Analysis: Set primarily in post-Katrina New Orleans and loosely based on a column journalist Pete Hamill wrote for The New York Post, The Yellow Handkerchief is a character study of people who share one thing: the desire to connect with another human being. The characters desperately try to communicate with each other on a meaningful level, but despite their efforts, they are far more adept at misconnections and misunderstandings. Whether through pride or bias or any number of obstacles, connection doesn’t come easily. But as difficult as it may be for them to form meaningful relationships, when they get past their issues and focus on mutual affection, the connection becomes transcendent. In essence, director Udayan Prasad and screenwriter Erin Dignam have made a film that shows the slow journey four people take on the road to finding someone to love.
The journey begins when Brett, Gordy, and Martine interact for the first time in a small-town store. Through a largely dialogue-less scene, Prasad establishes both who the characters are and why they so desperately need each other. We first meet Brett, a quiet and mysterious man freshly released from prison. Hurt, who often brings a degree of gravity and wisdom to his roles, plays the character as a man of few words who nonetheless possesses a profound ability to understand the people around him. Prasad films the scene from Brett’s point of view and his observations not only introduce the other two characters, but also establish his interest in them.
Brett first examines Gordy, an awkward young man whose bluntness often makes people around him uncomfortable. Gordy lingers in the store desperate to attract any young woman he encounters with little success. His desperation for love is clear from those few moments and the characterization carries throughout the rest of the film.

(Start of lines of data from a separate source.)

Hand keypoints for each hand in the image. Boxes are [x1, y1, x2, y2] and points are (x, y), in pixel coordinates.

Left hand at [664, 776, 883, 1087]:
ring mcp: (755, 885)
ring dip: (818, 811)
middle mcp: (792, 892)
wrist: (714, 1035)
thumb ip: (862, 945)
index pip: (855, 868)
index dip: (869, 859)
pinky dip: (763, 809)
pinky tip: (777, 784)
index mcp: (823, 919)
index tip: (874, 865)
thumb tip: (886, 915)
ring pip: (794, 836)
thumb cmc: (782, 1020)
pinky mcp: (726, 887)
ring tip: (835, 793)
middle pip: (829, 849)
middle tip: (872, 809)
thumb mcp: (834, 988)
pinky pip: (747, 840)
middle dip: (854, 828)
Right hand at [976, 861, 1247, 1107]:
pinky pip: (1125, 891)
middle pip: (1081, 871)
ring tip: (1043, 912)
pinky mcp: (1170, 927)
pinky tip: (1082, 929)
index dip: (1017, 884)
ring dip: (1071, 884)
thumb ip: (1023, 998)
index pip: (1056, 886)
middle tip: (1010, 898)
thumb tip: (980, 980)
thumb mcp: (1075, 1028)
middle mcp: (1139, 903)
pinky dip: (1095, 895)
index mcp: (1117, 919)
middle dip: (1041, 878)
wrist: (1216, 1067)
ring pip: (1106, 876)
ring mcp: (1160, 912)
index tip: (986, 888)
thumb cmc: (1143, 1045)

More important, however, is Brett’s first glimpse of Martine whom he first sees from afar. She dances toward a young man, clearly thinking they share an intimate relationship, but her confidence is suddenly shaken when his girlfriend approaches. At that point, Martine runs off seeming both embarrassed and horrified. She immediately fascinates Brett not only because she seems in such an emotionally complicated state, but also because, in a smart trick of costuming, she wears the same colors Brett’s ex-wife May wore when they first met. Throughout the film, May and Martine are linked, visually by Prasad and verbally by Dignam, to not only enhance Brett’s desire to return to May, but also distinguish Martine as an extraordinary person in Brett’s life.
This scene, which expertly establishes the characters and their relationships for the rest of the film, succeeds for two reasons. The first is the strength of the lead performances. Since there is little dialogue, Prasad relies heavily on his actors’ body language to convey the characters’ personalities. Despite having no lines in the scene, Hurt conveys his character’s desire to nurture Gordy and Martine by the way he stares at them. Stewart also plays her character well, with a combination of vulnerability and confidence that makes Martine infinitely intriguing. Redmayne is perhaps the weakest element of the cast, though he commits fully to Gordy’s awkwardness. Scenes in which he aggressively insults Martine don’t help build empathy for the character and Gordy’s constant nervous movements can become distracting. The second strength is Prasad’s direction. His visual style, with its rich colors and adept use of subjective framing, makes the scene subtly telling without making the story elements overly obvious.
However, as interesting as the direction and performances can be, the film’s major weakness is often the dialogue. At one point, Martine and Brett share the following exchange. “Do you cry?” Martine asks. “No. I don’t anymore,” Brett says with the faintest hint of surprise. “You can cry around me, if you want to,” she responds. Though Stewart and Hurt try to deliver the lines naturally, they still feel a little too constructed. The script seems saturated with unrealistic discourse, and had Dignam put as much effort into making the characters and situations as authentic as the actors and Prasad do, The Yellow Handkerchief might have been a better film.